Metropolitan News-Enterprise

 

Thursday, July 17, 2008

 

Page 1

 

S.C. Rejects Bid to Remove Marriage Initiative From Ballot

 

By KENNETH OFGANG, Staff Writer

 

The California Supreme Court yesterday rejected a bid by opponents of Proposition 8 to remove the anti-same-sex marriage initiative from the November general election ballot.

In a brief order, the justices, without dissent, denied a petition for extraordinary relief and declined to stay the vote in order to consider further arguments.

Proposition 8 would amend the state Constitution to provide that marriage may only be contracted between a man and a woman, effectively overturning the high court’s May 15 4-3 ruling in In re Marriage Cases (2008) 43 Cal.4th 757 that same-sex couples have a right to marry under the state’s equal protection guarantee.

Revision v. Amendment

Proposition 8 opponents argued, based upon the high court’s reference to marriage as “one of the fundamental constitutional rights embodied in the California Constitution,” that depriving same-sex couples of that right would constitute a constitutional revision, not an amendment, and was thus beyond the citizens’ power of initiative.

They also contended that the initiative petitions were misleading because they asserted that same-sex marriage was presently illegal, based on statutes including the 2000 initiative, Proposition 22, which passed with 61 percent approval.

That was true, of course, when the petitions were being circulated and In re Marriage Cases had not yet been decided, although California officials began issuing licenses to, and recognizing the marriages of, same-sex couples once the ruling became final last month.

Yesterday’s order did not address those arguments, but allows the election to go forward. Proposition 8 opponents have previously acknowledged that the petition was a long-shot effort because the court normally waits until after an election to hear the merits of ballot-measure challenges—if the measure wins at the ballot box.

Future Litigation

Kevin Norte, a Los Angeles Superior Court research attorney who has authored, in his private capacity, a pair of MetNews columns on the issues, said that while yesterday’s action does not foreclose future litigation if Proposition 8 passes, it still contains a downside.

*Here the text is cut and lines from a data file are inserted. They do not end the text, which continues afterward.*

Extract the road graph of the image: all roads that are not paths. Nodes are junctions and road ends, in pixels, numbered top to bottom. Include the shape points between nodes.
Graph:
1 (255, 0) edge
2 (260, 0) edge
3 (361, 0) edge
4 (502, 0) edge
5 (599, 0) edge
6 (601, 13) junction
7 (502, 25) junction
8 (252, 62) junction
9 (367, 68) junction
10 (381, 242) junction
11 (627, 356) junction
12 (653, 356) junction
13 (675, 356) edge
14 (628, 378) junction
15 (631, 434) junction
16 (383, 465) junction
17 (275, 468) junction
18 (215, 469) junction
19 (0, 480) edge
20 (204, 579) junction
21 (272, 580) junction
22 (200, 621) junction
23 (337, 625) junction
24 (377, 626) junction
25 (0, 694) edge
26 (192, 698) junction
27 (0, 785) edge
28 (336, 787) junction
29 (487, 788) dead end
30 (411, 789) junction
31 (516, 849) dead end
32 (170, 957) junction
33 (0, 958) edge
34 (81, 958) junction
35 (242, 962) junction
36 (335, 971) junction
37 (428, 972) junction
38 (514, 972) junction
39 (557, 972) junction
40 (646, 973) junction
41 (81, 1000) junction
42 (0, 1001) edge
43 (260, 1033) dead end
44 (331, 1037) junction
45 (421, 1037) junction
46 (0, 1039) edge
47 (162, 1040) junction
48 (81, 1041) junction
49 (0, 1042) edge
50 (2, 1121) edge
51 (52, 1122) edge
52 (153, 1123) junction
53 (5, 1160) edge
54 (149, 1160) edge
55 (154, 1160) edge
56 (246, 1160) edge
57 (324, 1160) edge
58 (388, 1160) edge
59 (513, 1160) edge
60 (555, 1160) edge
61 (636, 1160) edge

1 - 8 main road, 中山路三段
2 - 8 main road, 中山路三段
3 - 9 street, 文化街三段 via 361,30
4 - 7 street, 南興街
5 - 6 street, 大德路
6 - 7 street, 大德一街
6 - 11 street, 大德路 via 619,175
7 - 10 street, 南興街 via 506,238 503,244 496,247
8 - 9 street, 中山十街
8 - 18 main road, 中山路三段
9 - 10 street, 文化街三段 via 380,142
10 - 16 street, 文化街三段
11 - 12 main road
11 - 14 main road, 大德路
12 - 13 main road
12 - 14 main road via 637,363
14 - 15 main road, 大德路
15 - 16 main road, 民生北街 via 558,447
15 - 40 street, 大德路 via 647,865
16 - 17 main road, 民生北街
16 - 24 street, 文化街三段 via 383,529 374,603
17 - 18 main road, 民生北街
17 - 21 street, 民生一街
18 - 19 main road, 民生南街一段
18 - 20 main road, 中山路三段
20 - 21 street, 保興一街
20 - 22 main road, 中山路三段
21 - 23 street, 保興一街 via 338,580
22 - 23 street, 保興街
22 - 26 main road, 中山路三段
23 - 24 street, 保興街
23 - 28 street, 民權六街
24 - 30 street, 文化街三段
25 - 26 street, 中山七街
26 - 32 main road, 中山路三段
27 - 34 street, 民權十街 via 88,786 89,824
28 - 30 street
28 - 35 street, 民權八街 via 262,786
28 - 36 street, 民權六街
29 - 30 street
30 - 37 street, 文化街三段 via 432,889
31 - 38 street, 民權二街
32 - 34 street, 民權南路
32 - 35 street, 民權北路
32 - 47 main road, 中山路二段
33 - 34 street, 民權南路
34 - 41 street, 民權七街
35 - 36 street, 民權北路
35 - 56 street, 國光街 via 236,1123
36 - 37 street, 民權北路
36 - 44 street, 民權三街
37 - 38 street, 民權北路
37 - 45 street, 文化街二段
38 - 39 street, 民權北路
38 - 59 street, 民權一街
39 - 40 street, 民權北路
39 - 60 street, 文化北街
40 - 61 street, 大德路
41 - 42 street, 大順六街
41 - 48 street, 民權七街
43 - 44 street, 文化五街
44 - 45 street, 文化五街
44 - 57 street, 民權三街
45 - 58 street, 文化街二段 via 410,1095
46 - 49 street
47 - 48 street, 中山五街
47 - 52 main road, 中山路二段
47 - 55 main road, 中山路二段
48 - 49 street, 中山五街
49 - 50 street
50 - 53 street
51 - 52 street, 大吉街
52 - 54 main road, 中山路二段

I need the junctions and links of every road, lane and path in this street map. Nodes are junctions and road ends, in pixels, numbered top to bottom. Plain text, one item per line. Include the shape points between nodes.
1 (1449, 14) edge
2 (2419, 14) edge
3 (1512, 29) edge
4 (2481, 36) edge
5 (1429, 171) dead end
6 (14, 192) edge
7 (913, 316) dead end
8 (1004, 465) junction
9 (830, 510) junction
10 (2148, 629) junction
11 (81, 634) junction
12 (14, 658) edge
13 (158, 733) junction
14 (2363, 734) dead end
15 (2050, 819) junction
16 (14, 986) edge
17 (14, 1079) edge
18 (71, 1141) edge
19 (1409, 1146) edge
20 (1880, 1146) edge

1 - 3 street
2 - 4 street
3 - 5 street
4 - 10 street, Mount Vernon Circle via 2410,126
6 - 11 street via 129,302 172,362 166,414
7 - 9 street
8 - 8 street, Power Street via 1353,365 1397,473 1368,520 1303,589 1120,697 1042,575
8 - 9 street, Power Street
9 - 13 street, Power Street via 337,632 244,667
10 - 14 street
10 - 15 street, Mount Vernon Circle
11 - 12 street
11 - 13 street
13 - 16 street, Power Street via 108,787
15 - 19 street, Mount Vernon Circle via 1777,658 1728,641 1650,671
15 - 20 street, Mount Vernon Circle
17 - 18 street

“The court today created a cottage industry I affectionately have named ‘The Gay Marriage Industrial Complex,’” he commented.

Norte explained that even if Proposition 8 fails—after a campaign in which the two sides are expected to spend about $15 million each—thereby mooting legal challenges, its supporters will continue to bring initiatives to ban same-sex marriage “forever.”

He cited “the history of...repetitive initiatives such as the parental consent to underage abortions” measure, which will be on the ballot again in November after having been twice rejected in recent elections.

Supporters of the initiative were predictably elated.

“Today’s Supreme Court decision is a huge victory in the fight to protect marriage,” proponent Ron Prentice said in a statement. “The Court’s dismissal sends a strong message that Proposition 8 continues to have the law on its side. Time and time again, the opponents have attempted to circumvent the democratic process, but the fact remains that the people of California have a right to vote on this issue.”

Randy Thomasson, president of the Campaign for California Families, said the order was “not unexpected in light of the homosexual activists’ undemocratic, intolerant, and extraordinary attack upon the voters’ right to vote.” Thomasson, whose request to intervene in the litigation in order to oppose removing the measure from the ballot was denied as moot, said it was fortunate that “activist judges are more used to inventing new ‘laws’ out of thin air than striking voter-qualified initiatives from the ballot.”